Si è svolto presso la sala “Sandro Pertini” della UIL di Taranto il seminario dal tema “Protagonisti della sicurezza sul posto di lavoro”.
L’iniziativa voluta fortemente dalla sigla sindacale, e con il prezioso supporto della Direzione regionale Puglia INAIL e dell’università più antica di Roma Lumsa (sede di Taranto), ha permesso ad oltre 70 studenti di entrare teoricamente nei luoghi di lavoro sotto il profilo della sicurezza.
L’impulso nel dar vita a tale seminario è perfettamente incastonato nell’iniziativa “Zero morti sul lavoro”, una campagna avviata da tempo da UIL che coinvolge aziende e lavoratori con la finalità di innalzare l’attenzione della sicurezza sul posto di lavoro: non diminuire gli infortuni mortali ma azzerarli.
Obiettivo raggiungibile coinvolgendo chi ha il polso della situazione nazionale degli infortuni sul lavoro come l’INAIL e sensibilizzando i futuri lavoratori come gli studenti. A tal proposito la LUMSA, per la prima volta, ha aderito a una iniziativa di questo genere con la presenza di 50 studenti. Mentre il Liceo Vittorino da Feltre di Taranto ha partecipato con 20 studenti.
A relazionare: il dottor Stefano Ricco (funzionario amministrativo INAIL), il dottor Lorenzo Cipriani (responsabile prevenzione e sicurezza INAIL Puglia), l’ingegnere Ciro Pozzessere (ConTARP INAIL Puglia). Presente anche Immacolato Bilotta (referente UIL comitato INAIL).

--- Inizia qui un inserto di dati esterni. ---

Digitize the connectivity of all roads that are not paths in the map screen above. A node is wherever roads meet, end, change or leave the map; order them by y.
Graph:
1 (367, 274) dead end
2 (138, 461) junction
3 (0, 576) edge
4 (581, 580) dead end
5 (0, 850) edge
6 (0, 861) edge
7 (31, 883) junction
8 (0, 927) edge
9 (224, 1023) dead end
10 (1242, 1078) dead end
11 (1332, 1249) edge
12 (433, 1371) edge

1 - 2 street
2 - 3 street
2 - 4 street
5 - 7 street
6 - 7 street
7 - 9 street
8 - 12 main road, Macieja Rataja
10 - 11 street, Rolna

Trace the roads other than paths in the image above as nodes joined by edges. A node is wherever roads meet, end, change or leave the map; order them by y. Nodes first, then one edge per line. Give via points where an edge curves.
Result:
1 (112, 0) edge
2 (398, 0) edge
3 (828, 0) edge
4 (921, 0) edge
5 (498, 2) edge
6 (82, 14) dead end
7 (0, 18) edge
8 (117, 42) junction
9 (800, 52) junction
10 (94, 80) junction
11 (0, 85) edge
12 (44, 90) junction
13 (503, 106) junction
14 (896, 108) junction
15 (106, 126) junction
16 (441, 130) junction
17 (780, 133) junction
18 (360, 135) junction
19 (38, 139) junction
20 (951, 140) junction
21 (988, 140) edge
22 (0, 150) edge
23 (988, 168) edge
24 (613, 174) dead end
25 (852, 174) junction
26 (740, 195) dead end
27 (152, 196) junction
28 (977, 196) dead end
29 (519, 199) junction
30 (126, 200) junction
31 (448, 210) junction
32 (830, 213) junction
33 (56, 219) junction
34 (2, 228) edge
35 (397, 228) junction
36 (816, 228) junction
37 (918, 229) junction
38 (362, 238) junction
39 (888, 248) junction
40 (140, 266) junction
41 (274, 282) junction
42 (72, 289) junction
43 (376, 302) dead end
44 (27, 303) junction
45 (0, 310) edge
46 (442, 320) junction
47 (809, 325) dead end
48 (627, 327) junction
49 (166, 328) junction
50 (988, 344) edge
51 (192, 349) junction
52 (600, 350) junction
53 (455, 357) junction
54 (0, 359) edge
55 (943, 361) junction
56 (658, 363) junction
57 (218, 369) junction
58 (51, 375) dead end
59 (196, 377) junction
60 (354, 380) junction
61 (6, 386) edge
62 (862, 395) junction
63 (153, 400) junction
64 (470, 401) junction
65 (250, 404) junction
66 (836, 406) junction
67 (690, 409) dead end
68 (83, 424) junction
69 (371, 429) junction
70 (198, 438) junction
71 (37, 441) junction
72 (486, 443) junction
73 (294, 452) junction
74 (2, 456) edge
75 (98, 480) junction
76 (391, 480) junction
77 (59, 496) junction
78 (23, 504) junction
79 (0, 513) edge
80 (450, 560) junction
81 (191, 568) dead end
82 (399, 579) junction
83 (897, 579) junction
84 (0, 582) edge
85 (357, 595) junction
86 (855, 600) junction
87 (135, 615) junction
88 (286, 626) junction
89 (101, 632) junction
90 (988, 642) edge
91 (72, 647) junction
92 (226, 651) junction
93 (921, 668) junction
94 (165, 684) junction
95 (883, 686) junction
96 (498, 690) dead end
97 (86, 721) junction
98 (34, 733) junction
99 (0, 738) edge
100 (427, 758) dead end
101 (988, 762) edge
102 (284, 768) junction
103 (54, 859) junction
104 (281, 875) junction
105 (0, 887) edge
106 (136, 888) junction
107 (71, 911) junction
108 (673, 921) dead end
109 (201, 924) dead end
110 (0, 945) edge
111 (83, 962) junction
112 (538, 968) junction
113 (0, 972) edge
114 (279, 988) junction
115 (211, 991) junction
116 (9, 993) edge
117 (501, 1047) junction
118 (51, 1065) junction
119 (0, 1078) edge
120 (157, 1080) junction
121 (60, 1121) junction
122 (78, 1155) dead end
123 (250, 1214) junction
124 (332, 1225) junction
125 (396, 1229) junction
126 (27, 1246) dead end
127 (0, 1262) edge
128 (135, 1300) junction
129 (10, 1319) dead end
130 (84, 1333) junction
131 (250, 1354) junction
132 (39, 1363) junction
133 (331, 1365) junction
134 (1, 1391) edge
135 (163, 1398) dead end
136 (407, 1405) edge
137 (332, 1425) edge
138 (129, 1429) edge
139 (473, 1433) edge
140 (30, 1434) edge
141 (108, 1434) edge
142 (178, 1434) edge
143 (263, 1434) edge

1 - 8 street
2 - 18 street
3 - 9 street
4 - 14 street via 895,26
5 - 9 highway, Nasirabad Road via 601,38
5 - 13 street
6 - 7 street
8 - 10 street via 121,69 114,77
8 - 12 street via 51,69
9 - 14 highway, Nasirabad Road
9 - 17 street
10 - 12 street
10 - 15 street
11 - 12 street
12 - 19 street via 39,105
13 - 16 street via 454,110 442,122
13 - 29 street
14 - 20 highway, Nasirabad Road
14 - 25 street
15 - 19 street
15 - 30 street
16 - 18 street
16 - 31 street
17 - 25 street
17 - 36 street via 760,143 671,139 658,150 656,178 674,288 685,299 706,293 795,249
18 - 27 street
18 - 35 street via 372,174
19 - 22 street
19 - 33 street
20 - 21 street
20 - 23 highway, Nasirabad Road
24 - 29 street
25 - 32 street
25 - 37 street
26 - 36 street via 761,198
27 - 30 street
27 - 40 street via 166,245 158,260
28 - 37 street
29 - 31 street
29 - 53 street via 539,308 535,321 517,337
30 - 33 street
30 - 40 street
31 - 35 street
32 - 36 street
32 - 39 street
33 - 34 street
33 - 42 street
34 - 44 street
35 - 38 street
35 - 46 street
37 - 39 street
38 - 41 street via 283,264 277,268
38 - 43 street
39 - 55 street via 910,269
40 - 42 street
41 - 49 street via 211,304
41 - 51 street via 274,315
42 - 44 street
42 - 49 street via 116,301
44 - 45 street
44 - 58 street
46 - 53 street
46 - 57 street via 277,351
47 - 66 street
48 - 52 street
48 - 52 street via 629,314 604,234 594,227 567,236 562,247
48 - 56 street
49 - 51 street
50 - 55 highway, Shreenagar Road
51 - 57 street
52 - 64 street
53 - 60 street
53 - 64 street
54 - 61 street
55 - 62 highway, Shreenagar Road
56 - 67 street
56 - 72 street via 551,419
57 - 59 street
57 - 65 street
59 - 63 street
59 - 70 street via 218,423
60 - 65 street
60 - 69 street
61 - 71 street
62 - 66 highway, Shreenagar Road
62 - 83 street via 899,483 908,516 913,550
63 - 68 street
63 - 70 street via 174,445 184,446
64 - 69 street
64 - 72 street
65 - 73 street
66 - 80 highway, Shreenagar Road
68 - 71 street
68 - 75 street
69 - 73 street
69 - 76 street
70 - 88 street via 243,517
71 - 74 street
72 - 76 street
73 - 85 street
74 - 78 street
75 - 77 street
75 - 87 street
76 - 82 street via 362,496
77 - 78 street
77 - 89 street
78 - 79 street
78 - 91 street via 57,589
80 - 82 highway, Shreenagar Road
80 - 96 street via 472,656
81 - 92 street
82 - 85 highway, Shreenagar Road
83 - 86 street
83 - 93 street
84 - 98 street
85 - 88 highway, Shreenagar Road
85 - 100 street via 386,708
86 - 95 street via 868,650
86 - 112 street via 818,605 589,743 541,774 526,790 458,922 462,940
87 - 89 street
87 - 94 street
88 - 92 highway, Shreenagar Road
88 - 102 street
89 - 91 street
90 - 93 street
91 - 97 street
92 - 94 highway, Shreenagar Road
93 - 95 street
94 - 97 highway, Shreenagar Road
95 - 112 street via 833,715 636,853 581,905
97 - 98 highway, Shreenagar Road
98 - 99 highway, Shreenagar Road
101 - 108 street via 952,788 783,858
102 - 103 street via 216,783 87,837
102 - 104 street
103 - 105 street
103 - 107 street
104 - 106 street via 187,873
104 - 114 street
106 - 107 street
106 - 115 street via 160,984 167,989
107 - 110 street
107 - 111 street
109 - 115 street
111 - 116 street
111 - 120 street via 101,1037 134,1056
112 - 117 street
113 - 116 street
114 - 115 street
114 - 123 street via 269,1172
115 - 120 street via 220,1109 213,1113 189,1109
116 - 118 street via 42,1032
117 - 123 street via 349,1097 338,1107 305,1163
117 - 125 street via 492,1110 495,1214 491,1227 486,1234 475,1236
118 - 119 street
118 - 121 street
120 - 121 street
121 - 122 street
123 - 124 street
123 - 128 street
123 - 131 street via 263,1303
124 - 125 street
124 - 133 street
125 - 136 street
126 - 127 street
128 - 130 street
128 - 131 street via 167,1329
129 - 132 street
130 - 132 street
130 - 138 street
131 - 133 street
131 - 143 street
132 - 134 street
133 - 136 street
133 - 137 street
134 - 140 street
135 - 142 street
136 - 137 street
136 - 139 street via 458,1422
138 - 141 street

“Oggi non abbiamo solo raggiunto un obiettivo – ha detto il coordinatore generare di Taranto della UIL, Pietro Pallini – ma abbiamo lanciato un messaggio importante insieme a INAIL, LUMSA e Vittorino da Feltre. La sicurezza sul lavoro è una materia che deve andare al di là del dettato normativo. Dobbiamo sensibilizzare le future generazioni, futuri lavoratori, alla cultura della sicurezza. E la campagna avviata da tempo dalla UIL “Zero morti sul lavoro” è la pietra miliare del seminario organizzato. Noi ci mettiamo del nostro per arrivare alle persone ma anche il Governo dovrebbe fare di più su un tema che dovrebbe essere prioritario nella sua agenda. Per la UIL è una missione”.

Per il direttore generale INAIL Puglia, il dottor Giuseppe Gigante: “La ricchezza del nostro territorio sta nella capacità che abbiamo dimostrato oggi di fare squadra tutti insieme. È la prima volta che con i ragazzi si scende nei particolari normativi della sicurezza sul lavoro e farlo con accanto, la scuola, l’università e il sindacato è fondamentale. Registrare 3 morti al giorno sul posto di lavoro è un dato inqualificabile. Per azzerare questo dato bisogna lavorare in sinergia come abbiamo fatto oggi”.

“La rete che abbiamo creato oggi – ha commentato il professor Don Antonio Panico della LUMSA – tra i vari enti e istituzioni è un primo passo per un lungo cammino da fare tutti quanti. Mettere insieme, il lavoro, la salute e l’ambiente come abbiamo fatto oggi vuol dire che siamo pronti per voltare pagina a Taranto. Possiamo diventare un vero laboratorio su questi tre grandi temi ma anche esempio virtuoso e non più negativo”.

“Da anni come scuola – è stato il commento della professoressa Cinzia Serrani del Vittorino Da Feltre – abbiamo deciso di collaborare con la UIL su iniziative di questo genere. La materia del diritto anche sotto il profilo della sicurezza fa parte del percorso formativo degli alunni ma se a questo aggiungiamo l’approfondimento di ciò allora il percorso formativo diventa completo. Mettere il tassello della sicurezza e della prevenzione agli studenti, futuri lavoratori, significa creare una generazione consapevole e attenta al tema”.